Una porción esencial de la labor de cualquier artista no es tanto la creación como la invocación. Parte de la obra no se puede hacer, se ha de recibir, y no podemos obtener este don salvo, quizá, a base de súplicas, de agasajos, de crear dentro de nosotros ese «cuenco de la limosna» hacia el que se ve atraído el don. Recordemos al Maestro Eckhart: «Qué defecto tan grave tendría Dios si, al hallaros tan vacíos y tan desnudos, no obrara ningún prodigio en vosotros ni os cubriese de gloriosos dones». La esperanza que tiene el artista es que podamos decir lo mismo del espíritu creativo. En un ensayo autobiográfico, el poeta polaco Czesław Miłosz habla de la «certeza interior» que sentía cuando era joven «de que existe un punto luminoso donde se cruzan todas las líneas […]. Esta certeza también implicaba mi relación con ese punto», nos cuenta. «Tenía la fortísima sensación de que nada dependía de mi voluntad, de que todo cuanto pudiera lograr en la vida no lo obtendría por mi propio esfuerzo, sino que lo recibiría como un don».
No todos los artistas utilizan estas mismas palabras, pero son pocos los que no hayan tenido esta sensación de que algún elemento de su obra les llega desde una fuente que ellos no controlan.

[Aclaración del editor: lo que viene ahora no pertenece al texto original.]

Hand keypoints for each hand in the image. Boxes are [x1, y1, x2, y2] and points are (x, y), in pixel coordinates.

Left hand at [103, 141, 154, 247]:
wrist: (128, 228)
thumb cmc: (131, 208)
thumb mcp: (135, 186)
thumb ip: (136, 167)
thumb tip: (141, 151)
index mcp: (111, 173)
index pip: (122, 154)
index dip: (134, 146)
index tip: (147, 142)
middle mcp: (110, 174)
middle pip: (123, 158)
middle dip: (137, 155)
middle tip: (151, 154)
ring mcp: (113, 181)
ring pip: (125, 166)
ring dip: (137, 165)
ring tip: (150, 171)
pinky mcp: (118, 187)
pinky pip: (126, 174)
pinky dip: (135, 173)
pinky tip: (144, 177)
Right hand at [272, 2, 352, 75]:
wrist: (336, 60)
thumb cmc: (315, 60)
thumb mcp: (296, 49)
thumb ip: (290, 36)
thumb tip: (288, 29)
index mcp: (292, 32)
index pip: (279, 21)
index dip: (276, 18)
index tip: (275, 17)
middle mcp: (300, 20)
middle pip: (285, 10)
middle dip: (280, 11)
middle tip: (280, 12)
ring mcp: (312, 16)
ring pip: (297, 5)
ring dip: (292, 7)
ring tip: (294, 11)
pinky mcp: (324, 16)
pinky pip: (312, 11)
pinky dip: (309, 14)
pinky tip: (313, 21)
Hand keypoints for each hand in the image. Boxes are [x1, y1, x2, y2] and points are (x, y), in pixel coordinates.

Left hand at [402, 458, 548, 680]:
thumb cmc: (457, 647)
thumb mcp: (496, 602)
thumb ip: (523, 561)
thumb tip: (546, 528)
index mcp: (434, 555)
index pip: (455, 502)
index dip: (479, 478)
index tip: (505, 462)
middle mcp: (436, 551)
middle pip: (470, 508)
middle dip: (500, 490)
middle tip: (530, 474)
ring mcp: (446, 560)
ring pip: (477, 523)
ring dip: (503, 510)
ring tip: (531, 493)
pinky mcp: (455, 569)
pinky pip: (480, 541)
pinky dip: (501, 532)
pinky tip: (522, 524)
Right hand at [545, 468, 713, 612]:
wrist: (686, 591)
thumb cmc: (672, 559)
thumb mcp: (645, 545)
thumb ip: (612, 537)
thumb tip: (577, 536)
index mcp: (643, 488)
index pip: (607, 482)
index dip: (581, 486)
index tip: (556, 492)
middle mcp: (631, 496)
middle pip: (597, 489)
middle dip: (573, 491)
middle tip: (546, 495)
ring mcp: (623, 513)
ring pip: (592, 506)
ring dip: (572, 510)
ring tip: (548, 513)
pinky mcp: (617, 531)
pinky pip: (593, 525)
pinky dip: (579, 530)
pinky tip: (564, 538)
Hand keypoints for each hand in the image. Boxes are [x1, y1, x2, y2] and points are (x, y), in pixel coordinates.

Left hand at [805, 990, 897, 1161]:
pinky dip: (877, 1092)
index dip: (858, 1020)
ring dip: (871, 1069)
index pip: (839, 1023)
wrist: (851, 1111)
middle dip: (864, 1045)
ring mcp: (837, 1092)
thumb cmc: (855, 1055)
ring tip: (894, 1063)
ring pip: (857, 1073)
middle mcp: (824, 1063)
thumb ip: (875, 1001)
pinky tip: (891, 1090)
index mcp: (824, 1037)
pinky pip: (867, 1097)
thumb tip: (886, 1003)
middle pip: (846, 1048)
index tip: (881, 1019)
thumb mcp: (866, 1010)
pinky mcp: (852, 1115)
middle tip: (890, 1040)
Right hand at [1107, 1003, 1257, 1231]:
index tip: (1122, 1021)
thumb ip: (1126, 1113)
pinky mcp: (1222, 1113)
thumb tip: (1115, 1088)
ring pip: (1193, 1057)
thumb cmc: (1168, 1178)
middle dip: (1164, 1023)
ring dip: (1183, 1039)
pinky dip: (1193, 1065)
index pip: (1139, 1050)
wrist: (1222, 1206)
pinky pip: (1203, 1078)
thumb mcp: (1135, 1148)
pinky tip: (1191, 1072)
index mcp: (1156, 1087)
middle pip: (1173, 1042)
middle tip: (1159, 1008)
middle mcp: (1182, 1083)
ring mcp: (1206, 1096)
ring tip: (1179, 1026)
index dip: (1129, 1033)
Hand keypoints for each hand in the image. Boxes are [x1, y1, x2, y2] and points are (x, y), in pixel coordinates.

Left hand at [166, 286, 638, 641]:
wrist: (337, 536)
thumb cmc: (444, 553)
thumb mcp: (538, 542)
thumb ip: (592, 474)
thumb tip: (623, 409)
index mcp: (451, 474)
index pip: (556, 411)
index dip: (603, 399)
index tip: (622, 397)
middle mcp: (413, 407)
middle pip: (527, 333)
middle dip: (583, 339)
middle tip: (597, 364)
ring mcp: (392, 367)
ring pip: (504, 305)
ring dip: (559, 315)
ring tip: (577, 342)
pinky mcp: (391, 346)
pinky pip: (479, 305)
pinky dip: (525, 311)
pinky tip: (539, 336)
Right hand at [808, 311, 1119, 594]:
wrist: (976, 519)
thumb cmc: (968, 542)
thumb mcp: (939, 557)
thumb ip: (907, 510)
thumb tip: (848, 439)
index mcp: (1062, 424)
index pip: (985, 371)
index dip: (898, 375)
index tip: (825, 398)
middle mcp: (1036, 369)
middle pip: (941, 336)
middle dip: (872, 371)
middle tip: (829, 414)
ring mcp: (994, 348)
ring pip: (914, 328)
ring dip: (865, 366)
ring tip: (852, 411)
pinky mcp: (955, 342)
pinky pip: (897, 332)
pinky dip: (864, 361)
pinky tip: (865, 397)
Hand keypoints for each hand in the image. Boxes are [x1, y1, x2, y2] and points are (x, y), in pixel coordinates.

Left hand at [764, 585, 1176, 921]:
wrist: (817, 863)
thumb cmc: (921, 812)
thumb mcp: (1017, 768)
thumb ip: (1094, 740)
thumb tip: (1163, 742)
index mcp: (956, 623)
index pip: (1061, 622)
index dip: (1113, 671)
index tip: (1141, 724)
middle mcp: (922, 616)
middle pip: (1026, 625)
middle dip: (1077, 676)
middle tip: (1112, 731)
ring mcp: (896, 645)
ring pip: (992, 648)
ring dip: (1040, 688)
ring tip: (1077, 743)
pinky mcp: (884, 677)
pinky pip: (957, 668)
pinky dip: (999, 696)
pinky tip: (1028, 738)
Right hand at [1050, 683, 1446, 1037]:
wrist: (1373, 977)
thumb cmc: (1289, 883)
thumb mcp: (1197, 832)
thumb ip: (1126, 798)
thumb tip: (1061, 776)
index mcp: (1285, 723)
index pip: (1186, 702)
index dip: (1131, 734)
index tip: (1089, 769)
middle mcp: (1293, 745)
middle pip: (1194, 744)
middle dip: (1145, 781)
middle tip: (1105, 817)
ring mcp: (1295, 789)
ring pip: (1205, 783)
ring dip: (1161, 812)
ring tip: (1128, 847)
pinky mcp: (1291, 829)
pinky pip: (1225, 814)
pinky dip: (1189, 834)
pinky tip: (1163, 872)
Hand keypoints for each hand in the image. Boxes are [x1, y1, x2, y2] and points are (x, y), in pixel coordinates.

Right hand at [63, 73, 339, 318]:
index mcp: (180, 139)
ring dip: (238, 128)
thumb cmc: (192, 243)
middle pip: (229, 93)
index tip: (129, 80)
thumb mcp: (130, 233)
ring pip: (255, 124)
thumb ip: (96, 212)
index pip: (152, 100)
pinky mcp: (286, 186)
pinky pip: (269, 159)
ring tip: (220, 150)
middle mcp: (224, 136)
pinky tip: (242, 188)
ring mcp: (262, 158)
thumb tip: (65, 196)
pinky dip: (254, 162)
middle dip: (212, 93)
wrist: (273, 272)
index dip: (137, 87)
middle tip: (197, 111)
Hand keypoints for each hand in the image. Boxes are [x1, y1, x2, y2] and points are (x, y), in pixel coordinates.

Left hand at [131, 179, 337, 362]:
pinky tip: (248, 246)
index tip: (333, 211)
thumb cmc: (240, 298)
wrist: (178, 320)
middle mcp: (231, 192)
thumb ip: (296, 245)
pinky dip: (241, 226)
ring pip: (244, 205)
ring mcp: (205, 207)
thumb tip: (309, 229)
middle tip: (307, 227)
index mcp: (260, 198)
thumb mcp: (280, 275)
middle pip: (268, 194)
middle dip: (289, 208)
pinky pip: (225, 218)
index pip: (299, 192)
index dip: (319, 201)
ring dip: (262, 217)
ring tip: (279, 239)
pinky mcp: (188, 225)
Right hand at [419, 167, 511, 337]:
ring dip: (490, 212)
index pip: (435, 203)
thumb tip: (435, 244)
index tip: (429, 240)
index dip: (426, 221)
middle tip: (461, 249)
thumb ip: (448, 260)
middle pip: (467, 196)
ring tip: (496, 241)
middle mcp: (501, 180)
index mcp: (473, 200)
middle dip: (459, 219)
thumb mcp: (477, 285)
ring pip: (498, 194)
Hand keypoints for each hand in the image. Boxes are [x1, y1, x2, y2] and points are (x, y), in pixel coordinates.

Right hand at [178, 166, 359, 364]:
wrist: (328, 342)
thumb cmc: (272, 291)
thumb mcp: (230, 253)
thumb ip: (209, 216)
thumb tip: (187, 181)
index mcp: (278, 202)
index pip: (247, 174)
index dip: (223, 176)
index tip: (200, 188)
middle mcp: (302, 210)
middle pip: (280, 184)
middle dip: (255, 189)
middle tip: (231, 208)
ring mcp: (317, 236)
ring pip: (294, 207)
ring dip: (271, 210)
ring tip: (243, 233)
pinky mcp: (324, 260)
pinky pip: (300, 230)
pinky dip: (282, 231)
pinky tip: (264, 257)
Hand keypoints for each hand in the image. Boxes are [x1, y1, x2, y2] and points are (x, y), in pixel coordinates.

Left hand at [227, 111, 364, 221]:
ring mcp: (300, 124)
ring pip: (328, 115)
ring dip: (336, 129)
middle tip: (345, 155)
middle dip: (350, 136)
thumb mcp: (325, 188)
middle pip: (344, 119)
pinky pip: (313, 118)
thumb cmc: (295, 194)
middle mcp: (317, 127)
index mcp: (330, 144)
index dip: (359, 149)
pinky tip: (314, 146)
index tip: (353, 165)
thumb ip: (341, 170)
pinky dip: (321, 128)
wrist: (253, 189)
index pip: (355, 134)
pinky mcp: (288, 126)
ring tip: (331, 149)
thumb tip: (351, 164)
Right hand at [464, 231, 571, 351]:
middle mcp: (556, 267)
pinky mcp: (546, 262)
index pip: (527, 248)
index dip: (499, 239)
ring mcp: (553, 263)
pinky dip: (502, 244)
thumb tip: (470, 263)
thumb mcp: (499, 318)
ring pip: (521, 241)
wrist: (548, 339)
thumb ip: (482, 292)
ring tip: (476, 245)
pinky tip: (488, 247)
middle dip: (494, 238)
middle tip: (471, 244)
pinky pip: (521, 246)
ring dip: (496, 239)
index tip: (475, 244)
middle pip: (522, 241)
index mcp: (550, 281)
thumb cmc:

Harold Pinter, en una carta al director de su obra La fiesta de cumpleaños:
Aquello germinó y creció solo. Avanzaba conforme a su propia lógica. ¿Y qué hice yo? Seguí las indicaciones, mantuve la mirada muy atenta a las pistas que iba viendo que yo mismo me dejaba. El texto se fue disponiendo en términos dramáticos sin la menos traba. La voz de los personajes me sonaba en los oídos: se me hacía patente lo que diría uno y cuál sería la respuesta del otro en cualquier momento dado. Se me hacía patente lo que no dirían, ni podrían decir, jamás, deseara uno lo que desease […].
Una vez quedó bien cocinado, comencé a sacar ciertas conclusiones. No obstante, la cuestión es que, llegados a ese punto, la obra era ya su propio universo. Estaba determinada por su propia imagen generadora.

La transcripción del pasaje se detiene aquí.